- The LA Conservancy's viewpoint: November 2004 and August 2005
- Another save-the-hotel website
- The villain in this story - LAUSD
- thoughts from the local Wilshire Center neighborhood business association
Wednesday, August 31, 2005
A sad moment for Los Angeles
Tuesday's Los Angeles Times reported that the LA Conservancy has officially given up its fight to save the historic Ambassador Hotel from demolition by the LA Unified School District. While not surprising, this is nonetheless a sad event that we will long regret. More than a blow to historic preservation, this is a significant loss for the very school children that are supposedly being served by the School Board's decision to raze the hotel to make room for desperately needed, but extremely poorly and unimaginatively planned, new schools in central Los Angeles.

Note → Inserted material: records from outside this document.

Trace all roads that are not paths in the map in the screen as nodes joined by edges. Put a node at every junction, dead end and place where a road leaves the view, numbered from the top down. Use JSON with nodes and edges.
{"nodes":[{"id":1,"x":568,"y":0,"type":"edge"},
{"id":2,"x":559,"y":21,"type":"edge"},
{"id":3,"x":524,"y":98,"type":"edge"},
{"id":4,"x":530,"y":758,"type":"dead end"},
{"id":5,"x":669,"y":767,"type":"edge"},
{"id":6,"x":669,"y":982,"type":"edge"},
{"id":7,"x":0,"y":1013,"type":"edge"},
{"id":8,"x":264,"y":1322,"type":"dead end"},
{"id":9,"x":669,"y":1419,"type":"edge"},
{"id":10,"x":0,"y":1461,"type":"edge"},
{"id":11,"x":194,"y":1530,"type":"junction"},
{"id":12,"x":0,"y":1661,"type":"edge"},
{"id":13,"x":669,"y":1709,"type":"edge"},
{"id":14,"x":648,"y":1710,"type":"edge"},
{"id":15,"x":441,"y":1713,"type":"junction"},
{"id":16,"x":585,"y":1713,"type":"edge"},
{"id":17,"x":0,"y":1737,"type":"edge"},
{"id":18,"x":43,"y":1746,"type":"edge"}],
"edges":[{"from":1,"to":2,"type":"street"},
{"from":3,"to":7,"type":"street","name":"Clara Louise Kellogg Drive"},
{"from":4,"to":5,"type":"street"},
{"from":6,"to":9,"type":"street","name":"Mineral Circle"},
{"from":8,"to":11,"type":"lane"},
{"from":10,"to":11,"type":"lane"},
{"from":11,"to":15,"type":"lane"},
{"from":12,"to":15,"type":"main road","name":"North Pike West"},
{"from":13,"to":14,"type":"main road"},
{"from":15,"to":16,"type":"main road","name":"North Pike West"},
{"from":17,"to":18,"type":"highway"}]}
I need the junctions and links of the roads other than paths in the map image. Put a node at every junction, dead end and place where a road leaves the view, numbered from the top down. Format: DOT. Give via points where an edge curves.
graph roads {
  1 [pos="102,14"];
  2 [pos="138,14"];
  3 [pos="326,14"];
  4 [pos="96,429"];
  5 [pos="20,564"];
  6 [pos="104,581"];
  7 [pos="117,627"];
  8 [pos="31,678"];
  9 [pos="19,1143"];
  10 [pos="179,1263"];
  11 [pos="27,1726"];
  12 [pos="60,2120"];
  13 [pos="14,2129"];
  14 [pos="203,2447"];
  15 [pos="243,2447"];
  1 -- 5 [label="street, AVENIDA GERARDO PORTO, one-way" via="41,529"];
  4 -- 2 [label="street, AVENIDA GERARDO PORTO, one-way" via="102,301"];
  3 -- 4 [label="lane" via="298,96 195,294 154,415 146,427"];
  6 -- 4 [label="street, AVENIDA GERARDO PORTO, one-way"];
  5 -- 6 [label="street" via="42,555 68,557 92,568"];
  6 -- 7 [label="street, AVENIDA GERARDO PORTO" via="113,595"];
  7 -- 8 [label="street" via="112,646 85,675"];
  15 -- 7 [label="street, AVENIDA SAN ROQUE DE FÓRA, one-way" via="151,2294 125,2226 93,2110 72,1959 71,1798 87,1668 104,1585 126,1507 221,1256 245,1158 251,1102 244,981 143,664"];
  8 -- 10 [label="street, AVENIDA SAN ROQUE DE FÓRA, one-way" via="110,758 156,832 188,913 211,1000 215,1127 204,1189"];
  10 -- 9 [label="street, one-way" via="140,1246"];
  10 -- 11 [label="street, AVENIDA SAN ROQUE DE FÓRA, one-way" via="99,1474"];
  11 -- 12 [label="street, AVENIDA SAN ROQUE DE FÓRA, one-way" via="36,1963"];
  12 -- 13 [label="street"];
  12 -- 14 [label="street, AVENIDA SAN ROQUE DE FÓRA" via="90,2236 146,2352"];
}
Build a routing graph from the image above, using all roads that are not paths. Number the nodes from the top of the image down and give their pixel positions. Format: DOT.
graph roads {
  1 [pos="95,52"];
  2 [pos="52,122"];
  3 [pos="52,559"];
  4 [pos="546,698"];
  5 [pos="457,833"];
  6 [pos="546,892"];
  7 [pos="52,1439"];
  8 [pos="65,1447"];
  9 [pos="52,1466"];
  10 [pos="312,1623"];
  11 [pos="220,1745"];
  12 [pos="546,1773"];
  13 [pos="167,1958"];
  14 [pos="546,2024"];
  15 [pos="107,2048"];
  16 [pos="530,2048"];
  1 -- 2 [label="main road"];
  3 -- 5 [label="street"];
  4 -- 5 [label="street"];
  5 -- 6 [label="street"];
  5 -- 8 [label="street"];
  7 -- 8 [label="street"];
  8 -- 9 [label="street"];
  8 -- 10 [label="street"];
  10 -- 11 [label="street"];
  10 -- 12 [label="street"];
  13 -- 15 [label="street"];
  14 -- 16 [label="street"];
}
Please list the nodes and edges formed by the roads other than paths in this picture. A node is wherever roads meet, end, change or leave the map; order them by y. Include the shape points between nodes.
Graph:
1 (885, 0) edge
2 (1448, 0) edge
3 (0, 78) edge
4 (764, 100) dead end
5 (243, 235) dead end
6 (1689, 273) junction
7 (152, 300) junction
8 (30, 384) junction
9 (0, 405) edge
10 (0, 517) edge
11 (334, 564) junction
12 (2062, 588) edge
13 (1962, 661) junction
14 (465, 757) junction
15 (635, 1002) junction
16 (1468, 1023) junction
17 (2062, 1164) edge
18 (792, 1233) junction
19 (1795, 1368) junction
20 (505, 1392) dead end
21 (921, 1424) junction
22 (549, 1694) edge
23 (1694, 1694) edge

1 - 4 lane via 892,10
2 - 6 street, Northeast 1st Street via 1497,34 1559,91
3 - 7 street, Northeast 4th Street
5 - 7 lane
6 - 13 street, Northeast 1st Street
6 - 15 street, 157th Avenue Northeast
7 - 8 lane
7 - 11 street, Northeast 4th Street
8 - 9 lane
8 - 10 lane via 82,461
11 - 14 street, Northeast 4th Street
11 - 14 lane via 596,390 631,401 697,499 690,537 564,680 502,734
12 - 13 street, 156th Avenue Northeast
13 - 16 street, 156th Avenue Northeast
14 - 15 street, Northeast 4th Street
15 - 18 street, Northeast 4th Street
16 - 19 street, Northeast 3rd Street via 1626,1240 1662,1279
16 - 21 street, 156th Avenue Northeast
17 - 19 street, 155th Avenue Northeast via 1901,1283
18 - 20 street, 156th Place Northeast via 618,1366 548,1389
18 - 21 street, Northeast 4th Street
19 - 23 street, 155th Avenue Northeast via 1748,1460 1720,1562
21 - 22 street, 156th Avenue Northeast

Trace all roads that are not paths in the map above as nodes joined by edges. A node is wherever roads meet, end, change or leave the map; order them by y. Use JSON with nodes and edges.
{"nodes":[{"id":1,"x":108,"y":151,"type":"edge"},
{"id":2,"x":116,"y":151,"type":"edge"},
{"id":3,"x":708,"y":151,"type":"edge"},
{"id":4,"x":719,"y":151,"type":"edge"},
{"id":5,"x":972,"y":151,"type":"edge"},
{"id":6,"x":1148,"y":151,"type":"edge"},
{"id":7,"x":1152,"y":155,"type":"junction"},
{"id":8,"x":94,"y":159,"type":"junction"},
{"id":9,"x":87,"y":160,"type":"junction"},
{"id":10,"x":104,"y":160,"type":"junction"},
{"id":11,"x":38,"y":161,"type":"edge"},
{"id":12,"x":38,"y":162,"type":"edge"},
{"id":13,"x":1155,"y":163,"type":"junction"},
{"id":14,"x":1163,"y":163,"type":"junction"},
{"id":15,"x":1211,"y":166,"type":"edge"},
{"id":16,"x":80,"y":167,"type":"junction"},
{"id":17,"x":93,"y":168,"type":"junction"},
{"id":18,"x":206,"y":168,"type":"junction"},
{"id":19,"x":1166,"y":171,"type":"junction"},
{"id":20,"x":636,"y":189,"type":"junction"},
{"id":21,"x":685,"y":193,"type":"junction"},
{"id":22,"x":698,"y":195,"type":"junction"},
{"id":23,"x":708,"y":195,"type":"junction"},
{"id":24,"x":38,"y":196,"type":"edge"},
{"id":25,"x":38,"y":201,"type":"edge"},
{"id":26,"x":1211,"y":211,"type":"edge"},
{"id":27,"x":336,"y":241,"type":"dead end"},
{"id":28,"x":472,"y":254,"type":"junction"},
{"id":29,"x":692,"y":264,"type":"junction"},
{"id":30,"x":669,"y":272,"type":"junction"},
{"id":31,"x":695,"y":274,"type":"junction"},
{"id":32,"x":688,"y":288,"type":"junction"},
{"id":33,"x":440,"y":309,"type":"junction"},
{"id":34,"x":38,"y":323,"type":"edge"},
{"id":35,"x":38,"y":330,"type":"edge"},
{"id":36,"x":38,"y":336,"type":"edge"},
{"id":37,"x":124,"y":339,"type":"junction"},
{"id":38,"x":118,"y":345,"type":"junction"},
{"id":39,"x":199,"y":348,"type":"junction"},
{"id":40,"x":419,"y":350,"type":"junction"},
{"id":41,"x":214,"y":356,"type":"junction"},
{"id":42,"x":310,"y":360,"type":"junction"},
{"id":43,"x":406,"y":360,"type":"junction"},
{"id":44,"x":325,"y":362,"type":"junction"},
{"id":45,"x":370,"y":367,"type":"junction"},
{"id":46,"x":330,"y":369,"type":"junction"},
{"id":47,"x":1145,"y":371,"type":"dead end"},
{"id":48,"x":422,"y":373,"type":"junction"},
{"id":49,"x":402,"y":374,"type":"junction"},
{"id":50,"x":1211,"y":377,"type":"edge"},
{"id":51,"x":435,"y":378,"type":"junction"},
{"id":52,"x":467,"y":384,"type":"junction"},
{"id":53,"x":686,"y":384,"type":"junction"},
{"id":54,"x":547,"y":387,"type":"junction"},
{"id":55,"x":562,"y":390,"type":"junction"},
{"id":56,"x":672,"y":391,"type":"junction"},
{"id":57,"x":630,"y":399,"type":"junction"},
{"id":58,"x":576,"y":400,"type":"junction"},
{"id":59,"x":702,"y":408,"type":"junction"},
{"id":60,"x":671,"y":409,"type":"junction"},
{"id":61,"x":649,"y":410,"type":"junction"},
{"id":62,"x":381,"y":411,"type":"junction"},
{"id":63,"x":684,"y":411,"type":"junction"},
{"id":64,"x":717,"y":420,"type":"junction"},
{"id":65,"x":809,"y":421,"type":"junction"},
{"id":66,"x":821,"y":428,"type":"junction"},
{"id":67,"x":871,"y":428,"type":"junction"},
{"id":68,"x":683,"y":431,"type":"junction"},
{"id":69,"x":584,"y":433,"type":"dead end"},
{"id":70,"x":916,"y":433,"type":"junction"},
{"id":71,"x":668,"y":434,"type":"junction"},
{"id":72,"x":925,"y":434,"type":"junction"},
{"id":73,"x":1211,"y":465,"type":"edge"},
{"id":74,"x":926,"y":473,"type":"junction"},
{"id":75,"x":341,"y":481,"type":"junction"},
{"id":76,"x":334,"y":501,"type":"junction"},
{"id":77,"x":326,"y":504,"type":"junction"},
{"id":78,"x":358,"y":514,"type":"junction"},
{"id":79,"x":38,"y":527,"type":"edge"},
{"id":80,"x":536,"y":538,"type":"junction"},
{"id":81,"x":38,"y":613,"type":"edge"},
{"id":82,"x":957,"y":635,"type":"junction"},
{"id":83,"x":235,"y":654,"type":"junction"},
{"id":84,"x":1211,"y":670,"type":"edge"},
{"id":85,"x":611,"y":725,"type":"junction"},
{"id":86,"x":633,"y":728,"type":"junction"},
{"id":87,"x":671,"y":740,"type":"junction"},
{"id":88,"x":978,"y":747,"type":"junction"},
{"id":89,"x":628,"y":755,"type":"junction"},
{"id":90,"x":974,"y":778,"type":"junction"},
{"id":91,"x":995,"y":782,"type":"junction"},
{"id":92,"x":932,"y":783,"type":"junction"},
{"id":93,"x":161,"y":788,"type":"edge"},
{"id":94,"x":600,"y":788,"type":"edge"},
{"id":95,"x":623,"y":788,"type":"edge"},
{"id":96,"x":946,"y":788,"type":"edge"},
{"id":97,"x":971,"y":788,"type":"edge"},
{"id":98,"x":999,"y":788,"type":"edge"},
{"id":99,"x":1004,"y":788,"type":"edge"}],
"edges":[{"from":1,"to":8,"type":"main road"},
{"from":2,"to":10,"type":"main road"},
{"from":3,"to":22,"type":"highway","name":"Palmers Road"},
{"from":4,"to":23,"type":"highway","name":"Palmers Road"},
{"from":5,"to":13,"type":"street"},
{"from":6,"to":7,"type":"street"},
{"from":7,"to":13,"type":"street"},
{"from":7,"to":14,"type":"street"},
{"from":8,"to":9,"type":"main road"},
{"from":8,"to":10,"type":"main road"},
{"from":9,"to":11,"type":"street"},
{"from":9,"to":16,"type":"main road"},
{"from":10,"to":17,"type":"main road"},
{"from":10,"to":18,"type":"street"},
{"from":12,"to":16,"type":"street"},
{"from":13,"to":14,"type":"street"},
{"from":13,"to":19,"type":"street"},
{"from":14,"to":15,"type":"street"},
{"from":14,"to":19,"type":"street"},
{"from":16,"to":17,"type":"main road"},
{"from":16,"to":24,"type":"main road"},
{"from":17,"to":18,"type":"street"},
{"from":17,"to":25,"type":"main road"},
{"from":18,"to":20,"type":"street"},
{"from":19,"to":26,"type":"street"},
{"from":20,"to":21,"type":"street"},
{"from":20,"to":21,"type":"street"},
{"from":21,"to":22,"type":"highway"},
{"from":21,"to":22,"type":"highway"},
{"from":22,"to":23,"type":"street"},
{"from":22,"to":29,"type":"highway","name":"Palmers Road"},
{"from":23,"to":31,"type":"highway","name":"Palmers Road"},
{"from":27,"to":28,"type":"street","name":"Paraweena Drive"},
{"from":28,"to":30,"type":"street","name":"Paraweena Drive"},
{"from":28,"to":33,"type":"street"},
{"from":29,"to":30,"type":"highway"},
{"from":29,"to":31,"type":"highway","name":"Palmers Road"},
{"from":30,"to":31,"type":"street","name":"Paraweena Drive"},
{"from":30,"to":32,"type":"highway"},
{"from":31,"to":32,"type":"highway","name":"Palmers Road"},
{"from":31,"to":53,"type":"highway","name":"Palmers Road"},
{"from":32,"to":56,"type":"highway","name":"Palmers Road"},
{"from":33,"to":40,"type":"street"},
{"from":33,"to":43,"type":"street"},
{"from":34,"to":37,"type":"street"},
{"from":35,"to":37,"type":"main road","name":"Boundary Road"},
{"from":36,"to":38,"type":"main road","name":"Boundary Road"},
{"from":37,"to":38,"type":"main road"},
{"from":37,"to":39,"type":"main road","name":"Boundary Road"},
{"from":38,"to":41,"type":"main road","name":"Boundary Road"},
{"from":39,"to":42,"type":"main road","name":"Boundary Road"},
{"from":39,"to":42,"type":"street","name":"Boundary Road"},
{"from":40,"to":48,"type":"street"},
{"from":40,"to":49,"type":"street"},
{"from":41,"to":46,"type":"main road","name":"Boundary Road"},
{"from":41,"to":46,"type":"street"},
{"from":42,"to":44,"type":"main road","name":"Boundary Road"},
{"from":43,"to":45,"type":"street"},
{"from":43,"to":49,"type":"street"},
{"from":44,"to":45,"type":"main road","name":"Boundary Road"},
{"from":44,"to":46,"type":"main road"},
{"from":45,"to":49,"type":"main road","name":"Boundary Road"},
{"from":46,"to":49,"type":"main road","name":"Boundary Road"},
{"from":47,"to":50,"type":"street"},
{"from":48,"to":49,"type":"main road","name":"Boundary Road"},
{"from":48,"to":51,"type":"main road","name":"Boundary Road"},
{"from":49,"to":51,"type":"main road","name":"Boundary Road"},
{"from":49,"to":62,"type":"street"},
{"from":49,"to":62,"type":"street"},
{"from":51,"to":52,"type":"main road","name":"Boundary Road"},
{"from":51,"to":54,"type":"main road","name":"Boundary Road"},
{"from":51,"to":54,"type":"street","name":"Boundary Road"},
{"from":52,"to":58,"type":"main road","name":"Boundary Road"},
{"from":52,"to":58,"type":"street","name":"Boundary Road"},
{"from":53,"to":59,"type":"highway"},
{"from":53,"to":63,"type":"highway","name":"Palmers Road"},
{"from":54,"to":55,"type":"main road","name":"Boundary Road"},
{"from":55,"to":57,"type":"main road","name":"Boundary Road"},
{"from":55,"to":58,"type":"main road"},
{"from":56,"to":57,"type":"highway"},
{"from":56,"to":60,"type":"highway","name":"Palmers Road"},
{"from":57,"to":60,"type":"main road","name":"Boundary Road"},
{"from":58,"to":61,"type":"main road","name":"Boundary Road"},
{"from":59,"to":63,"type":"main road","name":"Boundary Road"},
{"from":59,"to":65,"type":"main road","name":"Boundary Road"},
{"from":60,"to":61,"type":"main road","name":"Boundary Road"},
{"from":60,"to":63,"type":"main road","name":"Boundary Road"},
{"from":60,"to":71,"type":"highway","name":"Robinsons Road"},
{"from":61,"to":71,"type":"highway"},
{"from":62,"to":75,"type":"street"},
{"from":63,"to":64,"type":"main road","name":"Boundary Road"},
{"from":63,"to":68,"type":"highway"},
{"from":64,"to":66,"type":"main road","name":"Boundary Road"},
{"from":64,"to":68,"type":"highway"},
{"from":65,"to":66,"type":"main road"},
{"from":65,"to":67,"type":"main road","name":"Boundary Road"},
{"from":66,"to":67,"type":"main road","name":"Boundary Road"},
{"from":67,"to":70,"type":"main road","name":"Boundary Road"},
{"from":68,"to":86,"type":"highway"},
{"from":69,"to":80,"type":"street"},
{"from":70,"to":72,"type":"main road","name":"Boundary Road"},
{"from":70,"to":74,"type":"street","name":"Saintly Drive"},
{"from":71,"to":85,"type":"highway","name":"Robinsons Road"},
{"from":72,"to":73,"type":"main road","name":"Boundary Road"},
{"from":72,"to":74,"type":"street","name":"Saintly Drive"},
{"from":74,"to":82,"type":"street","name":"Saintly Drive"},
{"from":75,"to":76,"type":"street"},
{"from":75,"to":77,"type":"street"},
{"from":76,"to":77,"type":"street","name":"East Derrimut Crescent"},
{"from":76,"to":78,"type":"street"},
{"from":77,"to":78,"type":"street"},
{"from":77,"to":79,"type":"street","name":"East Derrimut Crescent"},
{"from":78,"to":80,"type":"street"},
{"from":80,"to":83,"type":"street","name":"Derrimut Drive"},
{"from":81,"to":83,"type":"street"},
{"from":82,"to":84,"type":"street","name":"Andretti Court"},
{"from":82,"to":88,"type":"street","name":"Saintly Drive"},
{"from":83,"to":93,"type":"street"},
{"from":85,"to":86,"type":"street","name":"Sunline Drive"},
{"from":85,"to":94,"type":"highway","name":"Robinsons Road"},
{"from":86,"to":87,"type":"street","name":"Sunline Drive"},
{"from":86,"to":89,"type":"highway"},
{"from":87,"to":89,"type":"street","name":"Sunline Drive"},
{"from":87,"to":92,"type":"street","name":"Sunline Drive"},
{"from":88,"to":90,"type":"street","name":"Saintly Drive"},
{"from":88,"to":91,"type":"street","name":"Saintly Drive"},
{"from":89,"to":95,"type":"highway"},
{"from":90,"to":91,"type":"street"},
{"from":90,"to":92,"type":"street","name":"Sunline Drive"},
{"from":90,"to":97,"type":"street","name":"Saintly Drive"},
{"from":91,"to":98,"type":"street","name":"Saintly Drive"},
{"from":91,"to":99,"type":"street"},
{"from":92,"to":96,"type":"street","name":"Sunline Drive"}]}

For those unfamiliar with the situation, the Ambassador Hotel is a 1920s landmark located in the heart of the Wilshire Center district west of downtown LA, near Macarthur Park and Koreatown (3400 Wilshire Blvd., 90010). After closing its doors for good in 1989, and being briefly controlled by "the Donald" as the would-be site of a new Trump Tower, this highly historic building and property was acquired by LAUSD at a bargain price. While nobody disputes the need for new schools in the neighborhood, nor even the idea of using the sprawling Ambassador site for such schools, LAUSD's plans have been controversial because they would destroy most of the Hotel's main building--something that doesn't sit very well with preservationists, who are most vociferously represented by the LA Conservancy. And despite a number of creative, promising-looking compromise proposals designed to serve both the interests of historic preservation and public education, the majority of the School Board has defiantly, stubbornly, and blindly stuck to its original plan. The real tragedy here is that the public debate, despite the Conservancy's tremendous efforts, has simplistically pitted the two interests (preservation and education) against each other, when the reality is that they so closely overlap. In other words, an opportunity was missed here for an exciting win-win project that could have further established Los Angeles as a leading force in adaptive reuse and progressive, public-spirited architectural preservation.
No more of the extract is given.